## Records for this exercise
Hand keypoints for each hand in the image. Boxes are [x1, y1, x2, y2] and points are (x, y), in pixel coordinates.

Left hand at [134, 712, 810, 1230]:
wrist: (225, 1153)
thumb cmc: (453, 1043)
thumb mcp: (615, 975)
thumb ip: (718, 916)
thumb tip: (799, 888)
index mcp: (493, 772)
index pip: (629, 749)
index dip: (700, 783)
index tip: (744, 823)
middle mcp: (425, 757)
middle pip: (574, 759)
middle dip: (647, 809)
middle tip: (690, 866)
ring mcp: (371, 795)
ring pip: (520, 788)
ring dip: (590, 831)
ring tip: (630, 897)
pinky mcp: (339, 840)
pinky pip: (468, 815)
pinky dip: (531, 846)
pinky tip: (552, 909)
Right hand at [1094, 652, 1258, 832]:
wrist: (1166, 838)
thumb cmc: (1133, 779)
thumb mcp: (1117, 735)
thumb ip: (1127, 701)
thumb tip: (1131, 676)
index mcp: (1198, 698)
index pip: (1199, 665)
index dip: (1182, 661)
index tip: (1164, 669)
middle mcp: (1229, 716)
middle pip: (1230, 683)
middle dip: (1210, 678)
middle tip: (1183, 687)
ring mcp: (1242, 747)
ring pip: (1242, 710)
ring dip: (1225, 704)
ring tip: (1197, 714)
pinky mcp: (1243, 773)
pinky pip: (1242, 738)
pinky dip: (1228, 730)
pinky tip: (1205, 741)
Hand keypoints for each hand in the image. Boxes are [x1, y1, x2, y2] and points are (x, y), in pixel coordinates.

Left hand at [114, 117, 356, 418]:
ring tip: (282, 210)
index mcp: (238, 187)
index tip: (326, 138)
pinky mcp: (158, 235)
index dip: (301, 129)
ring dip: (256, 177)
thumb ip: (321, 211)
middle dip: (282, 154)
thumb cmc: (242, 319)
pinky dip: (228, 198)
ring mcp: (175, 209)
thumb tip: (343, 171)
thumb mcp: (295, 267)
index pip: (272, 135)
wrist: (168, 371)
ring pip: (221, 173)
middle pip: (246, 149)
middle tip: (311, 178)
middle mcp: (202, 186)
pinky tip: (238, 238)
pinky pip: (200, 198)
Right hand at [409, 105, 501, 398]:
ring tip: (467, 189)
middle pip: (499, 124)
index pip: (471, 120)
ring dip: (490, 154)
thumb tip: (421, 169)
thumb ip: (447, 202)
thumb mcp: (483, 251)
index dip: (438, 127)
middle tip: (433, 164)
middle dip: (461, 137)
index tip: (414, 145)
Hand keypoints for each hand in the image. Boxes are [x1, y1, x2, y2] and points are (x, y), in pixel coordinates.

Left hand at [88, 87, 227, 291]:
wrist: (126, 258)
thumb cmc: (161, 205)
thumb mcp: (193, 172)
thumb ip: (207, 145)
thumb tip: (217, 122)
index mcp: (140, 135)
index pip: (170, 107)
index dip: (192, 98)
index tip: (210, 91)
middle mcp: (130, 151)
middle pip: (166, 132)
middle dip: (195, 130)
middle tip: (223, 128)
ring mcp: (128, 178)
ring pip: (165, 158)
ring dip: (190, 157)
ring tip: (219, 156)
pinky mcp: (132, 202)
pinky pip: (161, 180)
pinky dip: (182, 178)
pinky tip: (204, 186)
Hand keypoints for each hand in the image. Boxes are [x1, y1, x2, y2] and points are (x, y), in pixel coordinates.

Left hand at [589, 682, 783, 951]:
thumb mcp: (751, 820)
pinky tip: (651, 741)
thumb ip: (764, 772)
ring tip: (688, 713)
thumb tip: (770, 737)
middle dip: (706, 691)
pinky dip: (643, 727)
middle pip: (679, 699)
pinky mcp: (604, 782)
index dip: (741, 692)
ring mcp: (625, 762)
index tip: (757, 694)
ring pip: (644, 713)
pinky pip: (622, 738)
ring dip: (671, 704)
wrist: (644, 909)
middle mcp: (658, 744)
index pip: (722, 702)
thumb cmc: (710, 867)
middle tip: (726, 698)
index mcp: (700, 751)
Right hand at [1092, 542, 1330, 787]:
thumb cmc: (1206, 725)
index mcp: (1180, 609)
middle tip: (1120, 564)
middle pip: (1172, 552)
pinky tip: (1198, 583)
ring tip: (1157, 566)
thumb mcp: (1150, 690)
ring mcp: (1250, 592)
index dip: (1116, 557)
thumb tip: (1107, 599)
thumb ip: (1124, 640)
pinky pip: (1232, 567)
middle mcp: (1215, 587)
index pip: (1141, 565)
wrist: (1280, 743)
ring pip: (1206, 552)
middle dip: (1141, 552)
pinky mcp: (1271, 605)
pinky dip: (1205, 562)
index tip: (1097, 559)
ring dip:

## Activity
Write out exactly the lines above from the line with "pinky pip: (468, 815)" through the line with "middle pip: (166, 132)", both of them included, and leave out all other lines.

## Task solution
pinky pip: (468, 815)
pinky dip: (531, 846)
pinky tip: (552, 909)
Right hand at [1094, 652, 1258, 832]:
wrist: (1166, 838)
thumb cmc: (1133, 779)
thumb mcp: (1117, 735)
thumb ip: (1127, 701)
thumb tip: (1131, 676)
index mcp: (1198, 698)
index pip: (1199, 665)
index dip: (1182, 661)
index tip: (1164, 669)
middle mcp: (1229, 716)
middle pip: (1230, 683)
middle dip: (1210, 678)
middle tip: (1183, 687)
ring mcp: (1242, 747)
ring pip: (1242, 710)
ring dip: (1225, 704)
ring tip: (1197, 714)
pinky mcp: (1243, 773)
pinky pip: (1242, 738)
pinky dip: (1228, 730)
pinky tip: (1205, 741)
Hand keypoints for each hand in the image. Boxes are [x1, y1, x2, y2] and points are (x, y), in pixel coordinates.

Left hand at [114, 117, 356, 418]:
ring tip: (282, 210)
index mcp: (238, 187)
index tip: (326, 138)
pinky mcp: (158, 235)
index dip: (301, 129)
ring dip: (256, 177)
thumb ip: (321, 211)
middle dip: (282, 154)
thumb cmc: (242, 319)
pinky dip: (228, 198)
ring mcp: (175, 209)
thumb tip: (343, 171)
thumb mcp: (295, 267)
index pip: (272, 135)
wrist: (168, 371)
ring pip: (221, 173)
middle pip: (246, 149)
middle tip: (311, 178)
middle mcp: (202, 186)
pinky tip: (238, 238)
pinky pip: (200, 198)
Right hand at [409, 105, 501, 398]:
ring tip: (467, 189)
middle pip: (499, 124)
index pip: (471, 120)
ring dip: (490, 154)
thumb tip: (421, 169)
thumb ip: (447, 202)
thumb mcp: (483, 251)
index dip: (438, 127)
middle tip: (433, 164)
middle dip: (461, 137)
index tip: (414, 145)
Hand keypoints for each hand in the image. Boxes are [x1, y1, x2, y2] and points are (x, y), in pixel coordinates.

Left hand at [88, 87, 227, 291]:
wrist: (126, 258)
thumb cmc: (161, 205)
thumb mcp: (193, 172)
thumb ip: (207, 145)
thumb tip: (217, 122)
index mcp: (140, 135)
index pip: (170, 107)
index dip: (192, 98)
index tip: (210, 91)
middle mcp: (130, 151)
middle pip: (166, 132)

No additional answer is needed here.